Achieving high vaccination coverage among clients and staff of homeless service sites is critical to preventing morbidity and mortality from COVID-19. These survey results showed that a sizeable proportion of homeless service clients in Detroit had received or planned to receive a COVID-19 vaccine. DHD was able to use the information from this survey to incorporate more information about side effects, how the COVID-19 vaccinations were developed, and how the vaccination helps build the immune system into existing education materials. Additional print materials and fact sheets were also developed with this information for distribution at shelters.

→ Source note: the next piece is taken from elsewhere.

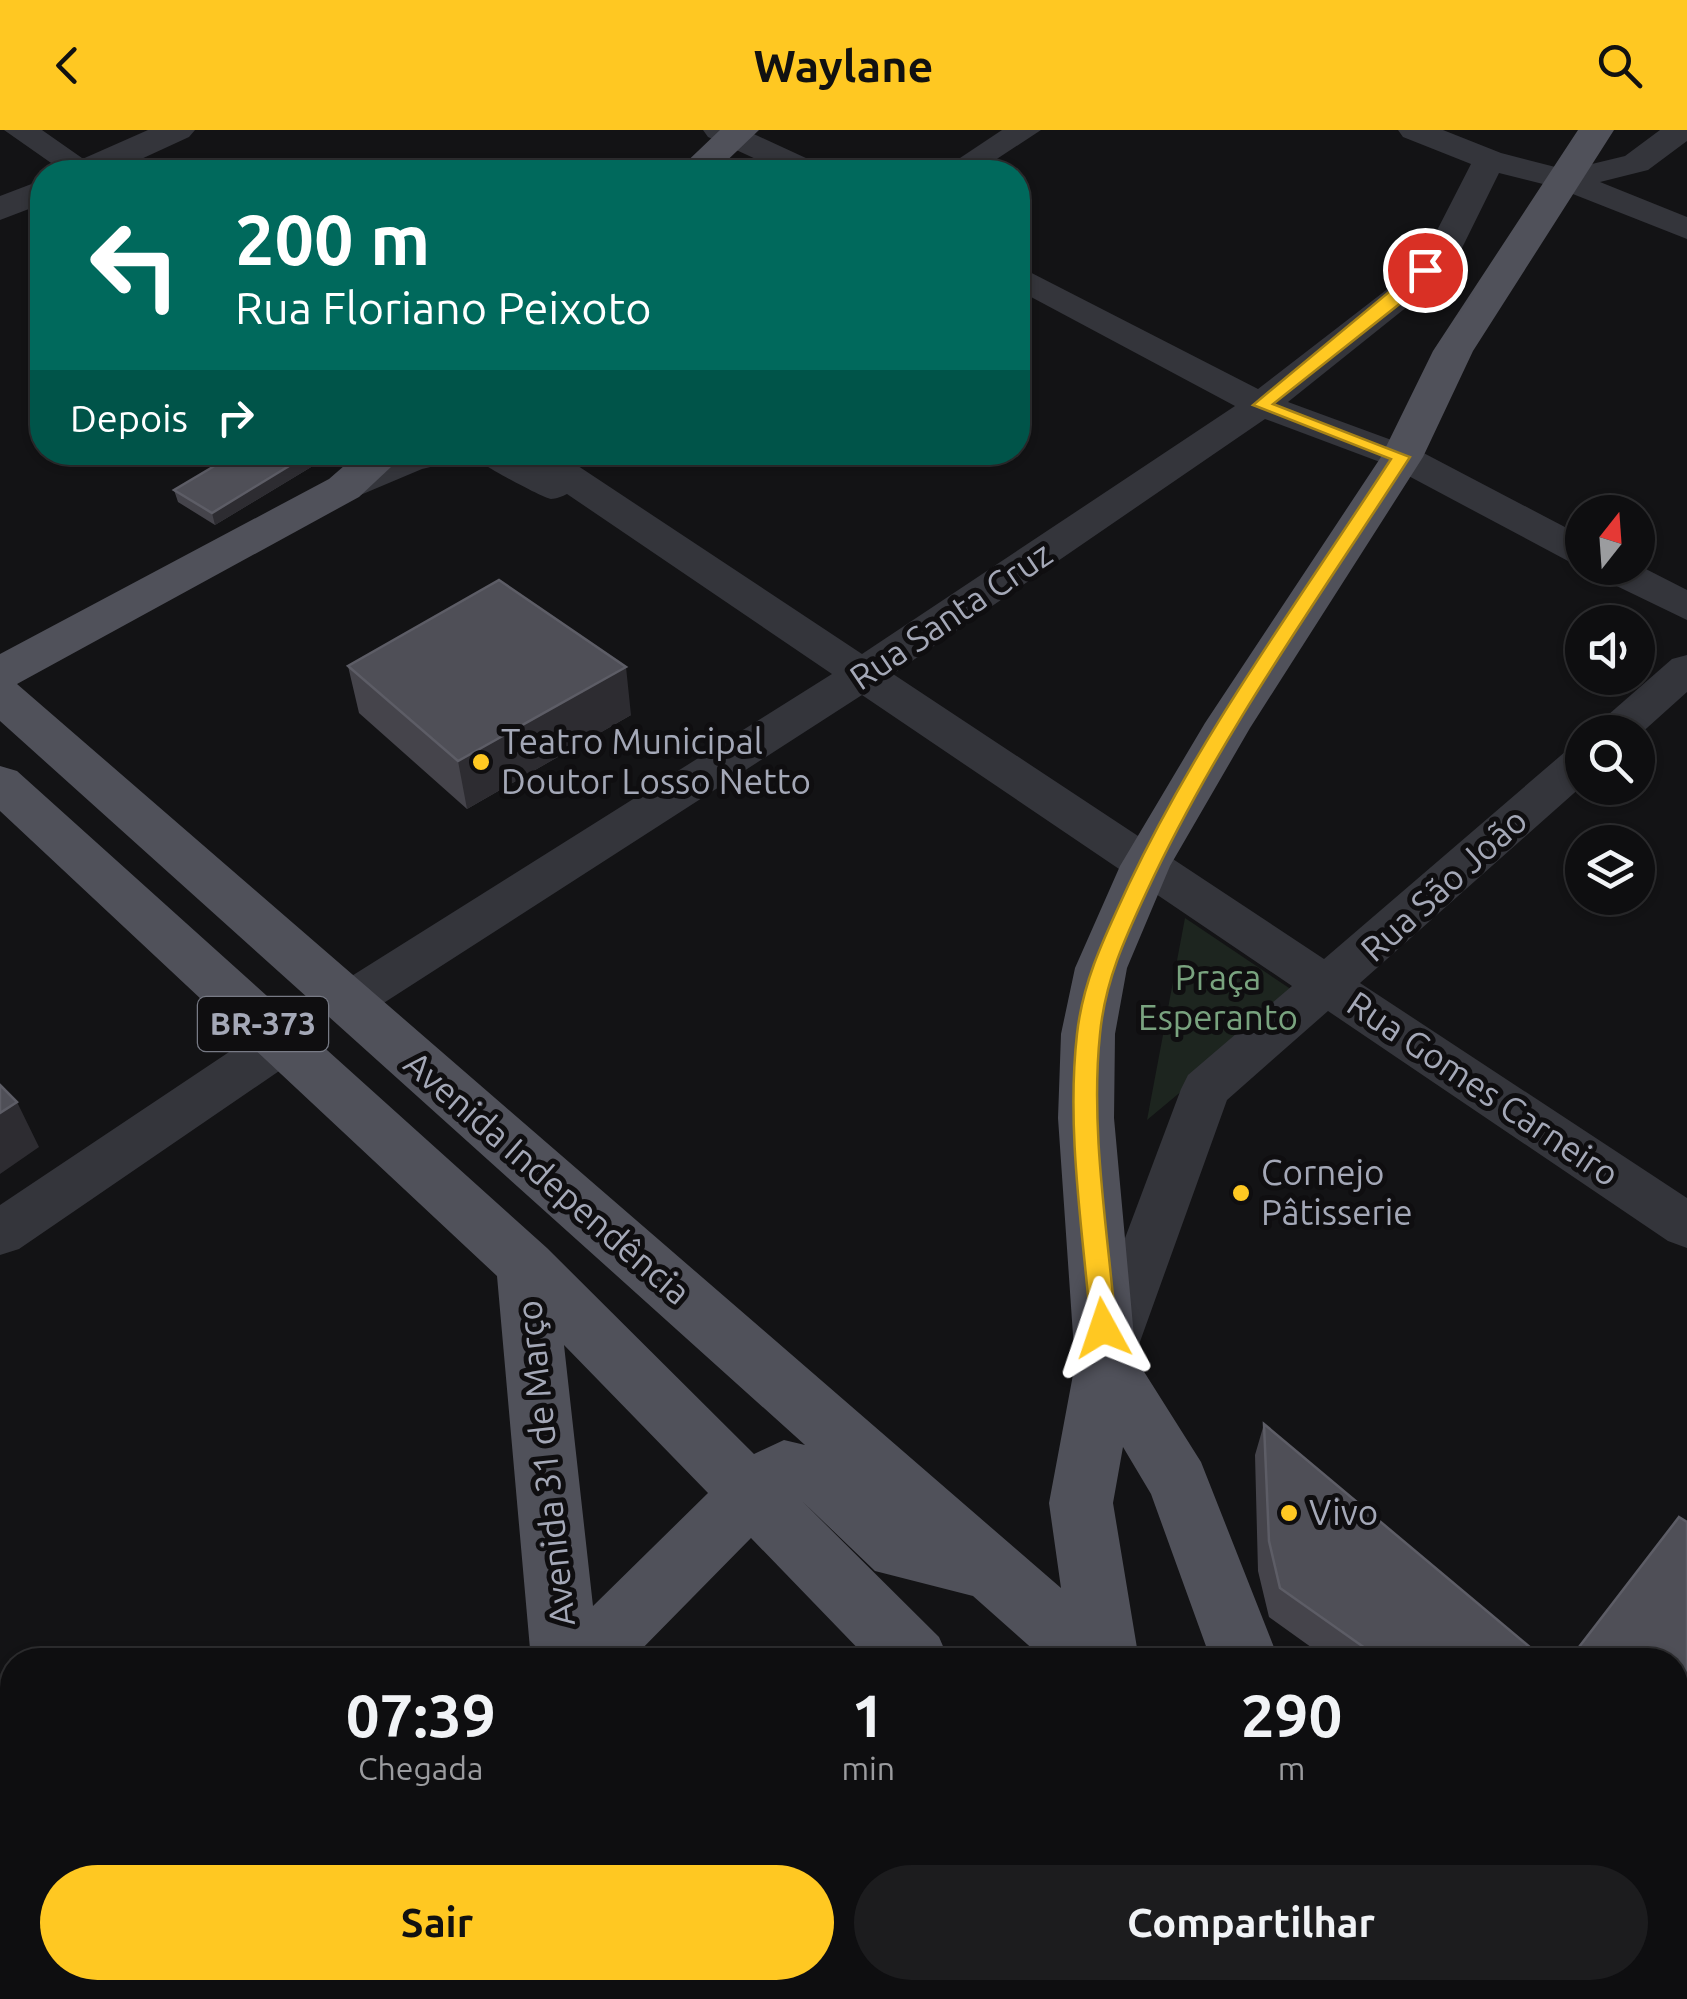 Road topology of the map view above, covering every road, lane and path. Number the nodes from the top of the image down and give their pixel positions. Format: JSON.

Health departments and other vaccination providers can hold ongoing vaccine events at shelters to ensure vaccine is available and accessible so clients and staff can initiate and complete a vaccination series, even if clients move to a different shelter or location. Additionally, having primary care providers and health educators at vaccination events to answer questions, might help clients and staff make an informed decision.

Despite a large proportion of PEH willing to receive a COVID-19 vaccine, some clients were still hesitant. Concerns about side effects and fear of unknown long-term impacts of the vaccine as the primary reasons for hesitancy are similar to those expressed by the general population (Coustasse et al., 2021; Gharpure et al., 2021; Hamel et al., 2021; Nguyen et al., 2021). Despite similarities in reasoning, vaccine confidence interventions for the general population might not reach PEH. Tailored outreach to PEH should be considered to ensure the highest possible vaccination coverage.

Footnotes

1.

See, for example, 45 C.F.R. part 46; 21 C.F.R. part 56; and 42 U.S.C. §241(d), 5 U.S.C. §552a, 44 U.S.C. §3501 et seq.